Sanki Tanrı duamı duymuş gibi kapı çaldı. İçime tarifsiz bir his doğdu. Cidden gelmiş olabilir miydi? Bir çırpıda yataktan çıkıp kapıya doğru koştum . Büyük bir umutla açtığım kapı bana büyük bir şok yaşatmıştı. Benim yüzümdeki ifadesizliğin aksine senkronize bir şekilde sürpriz diyen ikizleri görmemiş olmak isterdim. 

Eva ve Baha...

Bunlar benim üvey kardeşlerimdi . Babamın eşinin çocuklarıydı herhangi bir kan bağımız yoktu. Benden bir yaş büyüktüler . Baha'nın bu sene tıp kazandığını duymuştum babamdan , Eva ise barajı geçememişti. İkisi de kıvırcık saçlıydı . Birbirlerine o kadar benziyorlardı ki tek fark cinsiyetleriydi. İkisinin de çilleri vardı, bu onlara aşırı hava katıyordu.

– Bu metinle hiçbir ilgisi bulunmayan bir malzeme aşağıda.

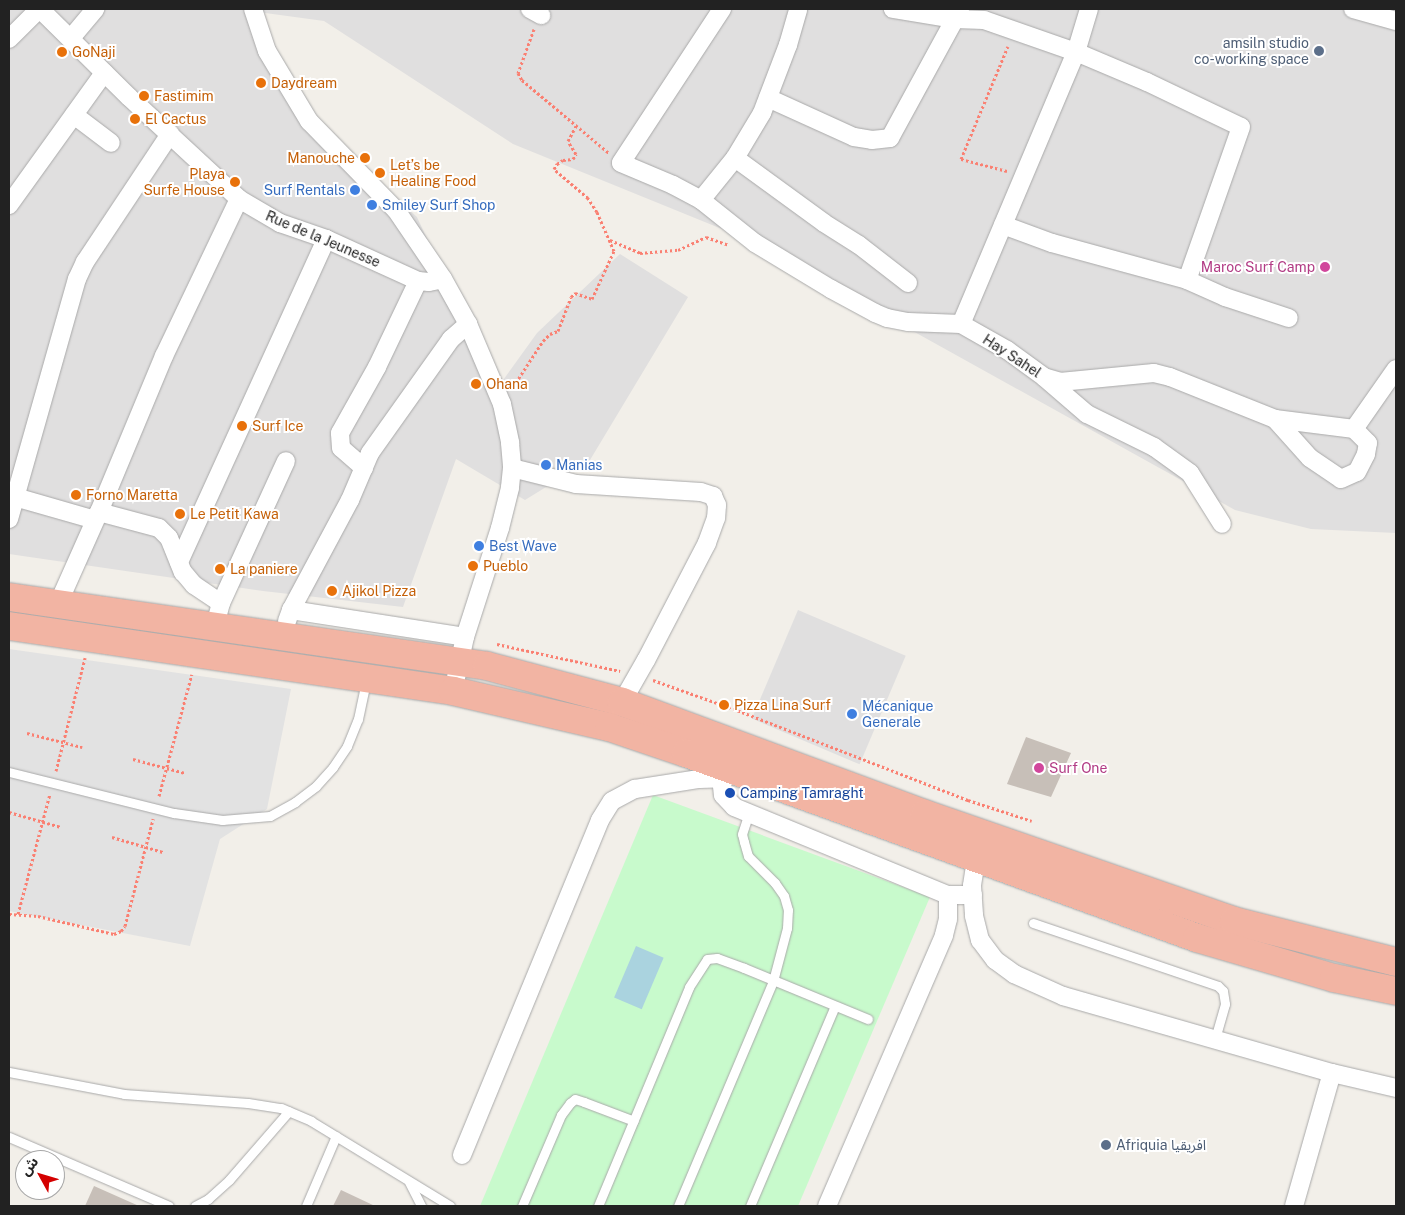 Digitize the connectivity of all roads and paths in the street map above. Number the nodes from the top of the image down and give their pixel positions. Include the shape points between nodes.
1 (40, 9) edge
2 (95, 9) edge
3 (254, 9) edge
4 (722, 9) edge
5 (798, 9) edge
6 (893, 9) edge
7 (1089, 9) edge
8 (1353, 9) edge
9 (536, 12) edge
10 (957, 14) edge
11 (1396, 21) edge
12 (1015, 31) junction
13 (71, 38) junction
14 (9, 39) edge
15 (1076, 52) junction
16 (104, 73) junction
17 (768, 98) junction
18 (74, 114) junction
19 (576, 126) junction
20 (170, 134) junction
21 (110, 143) dead end
22 (735, 158) junction
23 (620, 163) junction
24 (1022, 176) junction
25 (239, 199) junction
26 (700, 200) junction
27 (9, 205) edge
28 (1003, 225) junction
29 (326, 239) junction
30 (610, 240) junction
31 (755, 242) junction
32 (443, 279) junction
33 (1187, 280) junction
34 (418, 281) junction
35 (908, 283) dead end
36 (1289, 318) dead end
37 (468, 324) junction
38 (961, 324) junction
39 (1396, 370) edge
40 (1044, 377) junction
41 (502, 404) junction
42 (1275, 419) junction
43 (1354, 429) junction
44 (286, 461) dead end
45 (364, 468) junction
46 (512, 468) junction
47 (14, 486) edge
48 (97, 516) junction
49 (9, 519) edge
50 (1222, 524) dead end
51 (179, 562) junction
52 (9, 596) edge
53 (58, 604) junction
54 (291, 610) junction
55 (218, 615) junction
56 (9, 626) edge
57 (281, 636) junction
58 (493, 643) dead end
59 (462, 649) junction
60 (197, 654) junction
61 (638, 675) junction
62 (367, 678) junction
63 (453, 691) junction
64 (622, 702) junction
65 (27, 733) dead end
66 (735, 742) junction
67 (82, 747) dead end
68 (133, 759) dead end
69 (167, 768) junction
70 (9, 772) edge
71 (184, 773) dead end
72 (724, 774) junction
73 (156, 809) junction
74 (9, 812) edge
75 (749, 813) junction
76 (1032, 821) dead end
77 (61, 827) dead end
78 (112, 837) dead end
79 (146, 847) junction
80 (163, 852) dead end
81 (976, 860) junction
82 (948, 895) junction
83 (972, 895) junction
84 (9, 914) edge
85 (1033, 923) dead end
86 (1396, 962) edge
87 (773, 981) junction
88 (1396, 991) edge
89 (835, 1006) junction
90 (868, 1020) dead end
91 (1215, 1039) junction
92 (9, 1072) edge
93 (1332, 1073) junction
94 (1396, 1088) edge
95 (289, 1111) junction
96 (634, 1122) junction
97 (9, 1136) edge
98 (336, 1136) junction
99 (462, 1155) dead end
100 (407, 1180) junction
101 (169, 1206) edge
102 (195, 1206) edge
103 (306, 1206) edge
104 (421, 1206) edge
105 (450, 1206) edge
106 (522, 1206) edge
107 (598, 1206) edge
108 (678, 1206) edge
109 (750, 1206) edge
110 (827, 1206) edge
111 (1294, 1206) edge

1 - 13 street, Rue de la Jeunesse
1 - 14 street
2 - 13 street
3 - 32 street via 267,52 309,121 396,210
4 - 23 street
5 - 17 street
6 - 10 street
7 - 15 street
8 - 11 street
9 - 19 path via 518,73
10 - 12 street
10 - 17 street via 890,138 854,137
12 - 15 street
12 - 24 path via 961,158
13 - 16 street, Rue de la Jeunesse
15 - 24 street
15 - 33 street via 1241,127
16 - 18 street
16 - 20 street, Rue de la Jeunesse
17 - 22 street via 751,135
18 - 21 street
18 - 27 street
19 - 23 path
19 - 30 path via 568,141 576,154 554,169 588,198
20 - 25 street, Rue de la Jeunesse via 215,180
20 - 47 street via 77,279
22 - 26 street
22 - 35 street
23 - 26 street
24 - 28 street
25 - 29 street, Rue de la Jeunesse via 280,223
25 - 48 street via 164,356
26 - 31 street
28 - 33 street via 1052,243
28 - 38 street
29 - 34 street, Rue de la Jeunesse
29 - 51 street
30 - 31 path via 640,253 678,250 706,237 735,248
30 - 41 path via 614,251 592,299 575,293 571,297 558,331 543,341
31 - 38 street via 830,289 886,318
32 - 34 street, Rue de la Jeunesse
32 - 37 street
33 - 36 street via 1225,297
34 - 45 street via 377,367 340,433 341,448
37 - 41 street
37 - 45 street via 451,340 397,413 370,453
38 - 40 street, Hay Sahel via 1007,350
39 - 43 street
40 - 42 street, Hay Sahel via 1070,382 1101,376 1154,373
40 - 50 street via 1087,414 1154,447 1190,473
41 - 46 street
42 - 43 street, Hay Sahel
42 - 43 street via 1310,458 1341,479 1357,472 1366,454 1368,443
44 - 55 street
45 - 54 street
46 - 59 street via 500,528
46 - 61 street via 576,484 701,492 713,496 718,505 707,543
47 - 48 street
47 - 49 street
48 - 51 street via 159,528 169,538
48 - 53 street
51 - 55 street via 183,572
52 - 53 highway
53 - 55 highway
54 - 57 street
54 - 59 street
55 - 57 highway
56 - 60 highway
57 - 59 highway
58 - 61 path
59 - 63 street
59 - 64 highway via 487,666
60 - 62 highway
60 - 69 path
61 - 64 street
61 - 76 path via 968,800
62 - 63 highway
62 - 73 lane via 358,719 347,746 316,786 295,802 270,816 250,820 222,820
63 - 72 highway via 609,727
64 - 66 highway
65 - 67 path
66 - 72 street
66 - 86 highway via 925,814 1234,921
68 - 69 path
69 - 71 path
69 - 73 path
70 - 73 lane
72 - 75 street via 722,794 734,807
72 - 81 highway
72 - 99 street via 634,789 612,800 600,820
73 - 79 path
74 - 77 path
75 - 82 street
75 - 87 lane via 742,834 748,856 784,896 788,910 787,928
78 - 79 path
79 - 80 path
79 - 84 path via 125,926 118,933 38,916
81 - 83 street
81 - 88 highway via 1241,952 1334,978
82 - 83 street
82 - 110 street via 944,935
83 - 91 street via 980,940 995,960 1014,974 1063,996
85 - 91 lane via 1218,986 1223,991 1225,1004
87 - 89 lane
87 - 96 lane via 717,958 711,957 702,964 689,987
87 - 108 lane
89 - 90 lane
89 - 109 lane
91 - 93 street
92 - 95 lane via 124,1094 256,1104
93 - 94 street
93 - 111 street
95 - 98 lane
95 - 102 lane via 229,1180
96 - 106 lane via 575,1099 561,1115
96 - 107 lane
97 - 101 lane
98 - 100 lane
98 - 103 lane
100 - 104 lane
100 - 105 lane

"Bizi içeri almayacak mısın Asel?" dedi Eva.  O kadar suratsız ve memnuniyetsiz bir insandı ki... Baha onun aksine daha uyumlu bir tipti.

"Buyurun tabi" dedim sağa çekilerek.

Ellerinde küçük bir valiz ile içeri girdiler. 

"Annen aradı , Asel'in morali bozuk dedi. Babamda destek olmamız için yolladı bizi" diye bir açıklamada bulundu. Ah anne bunu onlara mı dedin. Düşündüğünün aksine şimdiden moralim bozulmuştu. Benim babamı benden daha çok sahipleniyordu. Bir noktada haklıydı benden daha çok babalık yapmıştı ona. Bu duygu içimde tarifi zor bir burukluk bırakmıştı.

Çalan telefonunun ekranını bana gösterdi bol kalpli babiş yazısı ve samimi bir fotoğraf vardı. İçim çok ciddi burkulmuştu. Onu görmezden gelip Baha'ya döndüm. 

"Hoş geldin Baha" dedim içimdeki son heves ile.

Gülümseyerek "Hoş buldum" dedi. 

Eva'nın konuşmalarını istemsiz duyuyordum. Babamı şimdiden çok özlediğini söylüyordu. Baha zeki bir çocuktu o tarafa daldığımı hemen fark edip konu açmaya çalıştı. O iyi biriydi.